Data -

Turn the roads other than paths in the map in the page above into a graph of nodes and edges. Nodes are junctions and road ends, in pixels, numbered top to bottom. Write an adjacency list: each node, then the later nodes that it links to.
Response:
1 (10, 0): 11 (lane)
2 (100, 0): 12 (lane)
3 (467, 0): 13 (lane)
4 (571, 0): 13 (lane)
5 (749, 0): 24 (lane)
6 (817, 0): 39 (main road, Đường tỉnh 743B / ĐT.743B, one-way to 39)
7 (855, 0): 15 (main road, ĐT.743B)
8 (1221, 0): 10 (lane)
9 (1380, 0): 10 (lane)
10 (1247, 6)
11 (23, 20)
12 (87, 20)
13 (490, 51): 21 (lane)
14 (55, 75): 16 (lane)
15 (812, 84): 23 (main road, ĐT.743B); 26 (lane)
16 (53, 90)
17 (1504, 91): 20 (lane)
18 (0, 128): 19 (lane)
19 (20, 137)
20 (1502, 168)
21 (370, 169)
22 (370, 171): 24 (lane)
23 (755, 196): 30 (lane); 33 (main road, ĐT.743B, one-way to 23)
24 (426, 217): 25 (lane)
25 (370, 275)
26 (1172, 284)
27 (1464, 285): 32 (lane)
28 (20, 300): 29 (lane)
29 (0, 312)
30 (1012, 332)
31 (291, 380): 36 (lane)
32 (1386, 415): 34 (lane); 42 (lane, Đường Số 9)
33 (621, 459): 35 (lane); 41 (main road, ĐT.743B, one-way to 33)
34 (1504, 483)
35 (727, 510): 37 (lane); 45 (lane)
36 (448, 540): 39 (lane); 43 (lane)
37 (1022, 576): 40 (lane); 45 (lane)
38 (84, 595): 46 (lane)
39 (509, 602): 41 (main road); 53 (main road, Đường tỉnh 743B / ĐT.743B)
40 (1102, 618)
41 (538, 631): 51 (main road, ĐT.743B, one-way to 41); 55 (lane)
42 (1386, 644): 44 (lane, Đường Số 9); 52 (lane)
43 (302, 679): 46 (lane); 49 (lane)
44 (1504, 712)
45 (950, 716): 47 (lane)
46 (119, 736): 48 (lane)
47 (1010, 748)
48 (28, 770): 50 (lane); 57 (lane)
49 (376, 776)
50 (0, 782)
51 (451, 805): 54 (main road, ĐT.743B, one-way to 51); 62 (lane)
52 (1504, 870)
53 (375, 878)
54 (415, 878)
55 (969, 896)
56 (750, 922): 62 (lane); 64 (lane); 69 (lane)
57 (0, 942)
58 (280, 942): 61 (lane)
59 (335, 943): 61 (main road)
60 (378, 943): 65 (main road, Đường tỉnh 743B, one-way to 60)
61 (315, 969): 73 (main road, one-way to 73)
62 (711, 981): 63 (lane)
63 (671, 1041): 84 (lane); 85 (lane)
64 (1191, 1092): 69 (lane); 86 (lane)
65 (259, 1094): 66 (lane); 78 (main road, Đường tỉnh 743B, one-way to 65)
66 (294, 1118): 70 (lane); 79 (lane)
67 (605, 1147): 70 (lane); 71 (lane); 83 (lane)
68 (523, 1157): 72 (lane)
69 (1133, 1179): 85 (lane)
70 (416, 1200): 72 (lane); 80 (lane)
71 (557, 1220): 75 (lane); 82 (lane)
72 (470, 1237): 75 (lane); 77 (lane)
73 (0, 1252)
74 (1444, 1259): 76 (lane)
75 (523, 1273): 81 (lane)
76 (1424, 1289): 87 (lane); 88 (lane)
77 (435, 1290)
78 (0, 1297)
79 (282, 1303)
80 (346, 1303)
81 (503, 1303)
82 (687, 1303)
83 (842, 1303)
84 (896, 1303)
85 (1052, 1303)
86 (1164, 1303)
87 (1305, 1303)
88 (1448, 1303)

Task - The lines above that hold the word "tỉnh" should be found and copied out.

Exercise answer -
6 (817, 0): 39 (main road, Đường tỉnh 743B / ĐT.743B, one-way to 39)
39 (509, 602): 41 (main road); 53 (main road, Đường tỉnh 743B / ĐT.743B)
60 (378, 943): 65 (main road, Đường tỉnh 743B, one-way to 60)
65 (259, 1094): 66 (lane); 78 (main road, Đường tỉnh 743B, one-way to 65)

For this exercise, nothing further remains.